*WHAT TO DO:* Going through the data below, please show each line containing the string "down".

BEGIN RECORDS FOR THIS TASK

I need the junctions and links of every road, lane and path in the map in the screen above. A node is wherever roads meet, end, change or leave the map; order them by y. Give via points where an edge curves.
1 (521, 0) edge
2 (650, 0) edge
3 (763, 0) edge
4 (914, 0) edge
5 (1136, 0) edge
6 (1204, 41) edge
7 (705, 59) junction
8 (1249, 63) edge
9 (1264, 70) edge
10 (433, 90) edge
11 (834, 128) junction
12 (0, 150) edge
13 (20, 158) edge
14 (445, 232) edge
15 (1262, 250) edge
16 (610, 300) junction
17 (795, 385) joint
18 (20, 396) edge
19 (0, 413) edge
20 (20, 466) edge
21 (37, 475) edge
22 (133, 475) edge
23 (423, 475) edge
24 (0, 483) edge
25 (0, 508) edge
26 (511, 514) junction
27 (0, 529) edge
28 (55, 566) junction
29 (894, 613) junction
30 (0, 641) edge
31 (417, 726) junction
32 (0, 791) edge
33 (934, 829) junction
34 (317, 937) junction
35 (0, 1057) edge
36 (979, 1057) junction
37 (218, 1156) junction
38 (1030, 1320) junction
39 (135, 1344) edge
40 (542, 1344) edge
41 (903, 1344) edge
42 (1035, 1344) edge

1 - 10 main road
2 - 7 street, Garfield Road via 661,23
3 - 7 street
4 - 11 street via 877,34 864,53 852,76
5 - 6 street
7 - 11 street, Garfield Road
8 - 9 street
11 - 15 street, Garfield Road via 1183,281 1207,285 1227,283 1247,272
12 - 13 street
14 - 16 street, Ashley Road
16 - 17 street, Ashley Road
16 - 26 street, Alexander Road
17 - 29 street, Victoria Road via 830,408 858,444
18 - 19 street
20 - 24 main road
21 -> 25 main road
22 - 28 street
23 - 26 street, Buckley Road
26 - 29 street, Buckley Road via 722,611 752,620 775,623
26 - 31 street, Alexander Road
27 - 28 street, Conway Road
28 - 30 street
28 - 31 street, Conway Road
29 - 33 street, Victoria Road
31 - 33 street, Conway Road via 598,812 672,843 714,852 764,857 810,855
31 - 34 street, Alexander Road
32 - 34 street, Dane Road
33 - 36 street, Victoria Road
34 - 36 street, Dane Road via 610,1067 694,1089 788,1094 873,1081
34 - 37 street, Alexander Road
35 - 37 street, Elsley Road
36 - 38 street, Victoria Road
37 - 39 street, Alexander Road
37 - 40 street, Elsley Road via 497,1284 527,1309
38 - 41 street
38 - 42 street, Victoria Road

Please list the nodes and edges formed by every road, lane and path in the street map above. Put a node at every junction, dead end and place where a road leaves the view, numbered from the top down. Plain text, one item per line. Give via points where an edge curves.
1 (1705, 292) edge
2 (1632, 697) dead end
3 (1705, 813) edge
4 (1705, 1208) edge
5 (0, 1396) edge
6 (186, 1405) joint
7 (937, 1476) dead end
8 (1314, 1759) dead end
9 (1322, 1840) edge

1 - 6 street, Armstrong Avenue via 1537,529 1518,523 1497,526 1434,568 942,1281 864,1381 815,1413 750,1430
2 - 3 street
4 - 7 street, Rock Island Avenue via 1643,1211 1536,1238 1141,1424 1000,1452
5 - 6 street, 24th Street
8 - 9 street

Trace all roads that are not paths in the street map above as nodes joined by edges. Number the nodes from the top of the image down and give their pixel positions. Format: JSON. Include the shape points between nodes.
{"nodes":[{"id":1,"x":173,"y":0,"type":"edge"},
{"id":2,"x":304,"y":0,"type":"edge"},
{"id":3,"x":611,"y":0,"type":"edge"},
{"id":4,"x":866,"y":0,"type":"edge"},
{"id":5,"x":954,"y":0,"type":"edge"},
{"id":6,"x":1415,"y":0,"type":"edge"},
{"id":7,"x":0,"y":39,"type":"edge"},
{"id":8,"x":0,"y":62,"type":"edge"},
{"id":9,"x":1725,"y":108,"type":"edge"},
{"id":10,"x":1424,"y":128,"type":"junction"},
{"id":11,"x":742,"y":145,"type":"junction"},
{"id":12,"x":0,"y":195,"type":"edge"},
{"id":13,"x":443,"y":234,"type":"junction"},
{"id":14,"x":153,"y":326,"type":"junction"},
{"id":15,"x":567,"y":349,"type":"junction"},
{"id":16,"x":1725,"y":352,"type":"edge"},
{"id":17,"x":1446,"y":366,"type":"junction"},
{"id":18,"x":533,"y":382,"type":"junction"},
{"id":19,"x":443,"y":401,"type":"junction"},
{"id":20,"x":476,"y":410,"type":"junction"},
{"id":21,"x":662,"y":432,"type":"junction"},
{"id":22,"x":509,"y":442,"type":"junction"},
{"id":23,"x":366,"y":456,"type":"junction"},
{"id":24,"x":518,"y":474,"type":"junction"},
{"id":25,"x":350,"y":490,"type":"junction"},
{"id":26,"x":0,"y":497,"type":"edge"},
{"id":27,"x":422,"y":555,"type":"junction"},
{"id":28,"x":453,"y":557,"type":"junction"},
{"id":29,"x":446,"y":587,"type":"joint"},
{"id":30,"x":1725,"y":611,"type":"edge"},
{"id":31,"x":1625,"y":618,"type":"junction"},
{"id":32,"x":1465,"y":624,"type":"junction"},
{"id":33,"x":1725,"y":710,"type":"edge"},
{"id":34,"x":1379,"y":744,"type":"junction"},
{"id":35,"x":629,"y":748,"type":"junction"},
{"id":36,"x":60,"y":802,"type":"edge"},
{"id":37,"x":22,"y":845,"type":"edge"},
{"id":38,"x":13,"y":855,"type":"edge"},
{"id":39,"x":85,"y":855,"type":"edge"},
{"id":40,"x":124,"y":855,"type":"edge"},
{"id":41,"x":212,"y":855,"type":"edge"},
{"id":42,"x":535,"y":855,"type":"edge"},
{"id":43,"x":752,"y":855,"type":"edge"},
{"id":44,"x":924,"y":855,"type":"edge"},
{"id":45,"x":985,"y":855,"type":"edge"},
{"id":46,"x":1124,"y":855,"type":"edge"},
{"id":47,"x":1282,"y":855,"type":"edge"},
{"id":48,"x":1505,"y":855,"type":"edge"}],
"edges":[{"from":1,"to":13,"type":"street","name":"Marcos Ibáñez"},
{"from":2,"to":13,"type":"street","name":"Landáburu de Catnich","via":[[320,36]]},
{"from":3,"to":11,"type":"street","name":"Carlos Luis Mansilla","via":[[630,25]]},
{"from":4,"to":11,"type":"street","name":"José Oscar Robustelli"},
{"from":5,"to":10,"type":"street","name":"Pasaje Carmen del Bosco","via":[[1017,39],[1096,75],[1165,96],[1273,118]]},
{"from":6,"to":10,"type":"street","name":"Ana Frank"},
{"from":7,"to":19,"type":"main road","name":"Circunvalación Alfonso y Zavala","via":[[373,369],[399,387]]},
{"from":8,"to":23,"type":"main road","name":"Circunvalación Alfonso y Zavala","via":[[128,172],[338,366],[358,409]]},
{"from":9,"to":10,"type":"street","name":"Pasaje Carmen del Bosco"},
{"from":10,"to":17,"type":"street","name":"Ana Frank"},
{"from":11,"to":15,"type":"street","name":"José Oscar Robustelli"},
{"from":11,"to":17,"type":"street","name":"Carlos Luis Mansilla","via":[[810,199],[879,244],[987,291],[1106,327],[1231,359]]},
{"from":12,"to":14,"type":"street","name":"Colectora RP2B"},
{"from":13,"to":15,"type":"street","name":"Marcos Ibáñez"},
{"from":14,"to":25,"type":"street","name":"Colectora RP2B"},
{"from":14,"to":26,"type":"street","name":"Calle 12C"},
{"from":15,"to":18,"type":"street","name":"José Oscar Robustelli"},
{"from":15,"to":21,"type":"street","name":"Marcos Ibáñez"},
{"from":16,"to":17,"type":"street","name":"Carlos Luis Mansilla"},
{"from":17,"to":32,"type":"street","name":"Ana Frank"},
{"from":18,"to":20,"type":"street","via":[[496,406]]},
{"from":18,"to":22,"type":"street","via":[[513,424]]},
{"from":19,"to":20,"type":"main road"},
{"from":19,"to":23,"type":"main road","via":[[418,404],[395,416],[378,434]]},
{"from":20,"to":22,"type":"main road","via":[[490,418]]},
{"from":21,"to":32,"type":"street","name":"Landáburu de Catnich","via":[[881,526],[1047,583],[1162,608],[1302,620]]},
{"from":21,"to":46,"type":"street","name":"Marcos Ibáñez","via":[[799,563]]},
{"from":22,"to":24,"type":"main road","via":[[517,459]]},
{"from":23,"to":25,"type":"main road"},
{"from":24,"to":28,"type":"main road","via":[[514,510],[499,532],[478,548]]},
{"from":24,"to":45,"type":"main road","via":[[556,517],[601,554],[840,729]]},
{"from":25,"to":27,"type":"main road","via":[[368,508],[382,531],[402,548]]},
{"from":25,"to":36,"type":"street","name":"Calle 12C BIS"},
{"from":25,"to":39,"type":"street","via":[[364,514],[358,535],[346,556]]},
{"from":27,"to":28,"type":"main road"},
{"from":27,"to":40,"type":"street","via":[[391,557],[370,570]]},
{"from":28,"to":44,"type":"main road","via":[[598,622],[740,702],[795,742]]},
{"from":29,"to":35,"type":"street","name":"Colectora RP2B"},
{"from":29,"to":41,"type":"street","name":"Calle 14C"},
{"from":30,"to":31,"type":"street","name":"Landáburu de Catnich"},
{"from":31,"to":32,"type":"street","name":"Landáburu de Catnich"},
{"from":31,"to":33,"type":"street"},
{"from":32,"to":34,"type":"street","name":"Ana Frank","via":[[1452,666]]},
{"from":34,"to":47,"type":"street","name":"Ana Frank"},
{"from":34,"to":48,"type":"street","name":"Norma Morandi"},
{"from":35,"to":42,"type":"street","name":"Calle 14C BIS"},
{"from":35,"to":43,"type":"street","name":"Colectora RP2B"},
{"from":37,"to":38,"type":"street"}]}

END RECORDS FOR THIS TASK

*REPLY:*
Please list the nodes and edges formed by every road, lane and path in the street map above. Put a node at every junction, dead end and place where a road leaves the view, numbered from the top down. Plain text, one item per line. Give via points where an edge curves.
Trace all roads that are not paths in the street map above as nodes joined by edges. Number the nodes from the top of the image down and give their pixel positions. Format: JSON. Include the shape points between nodes.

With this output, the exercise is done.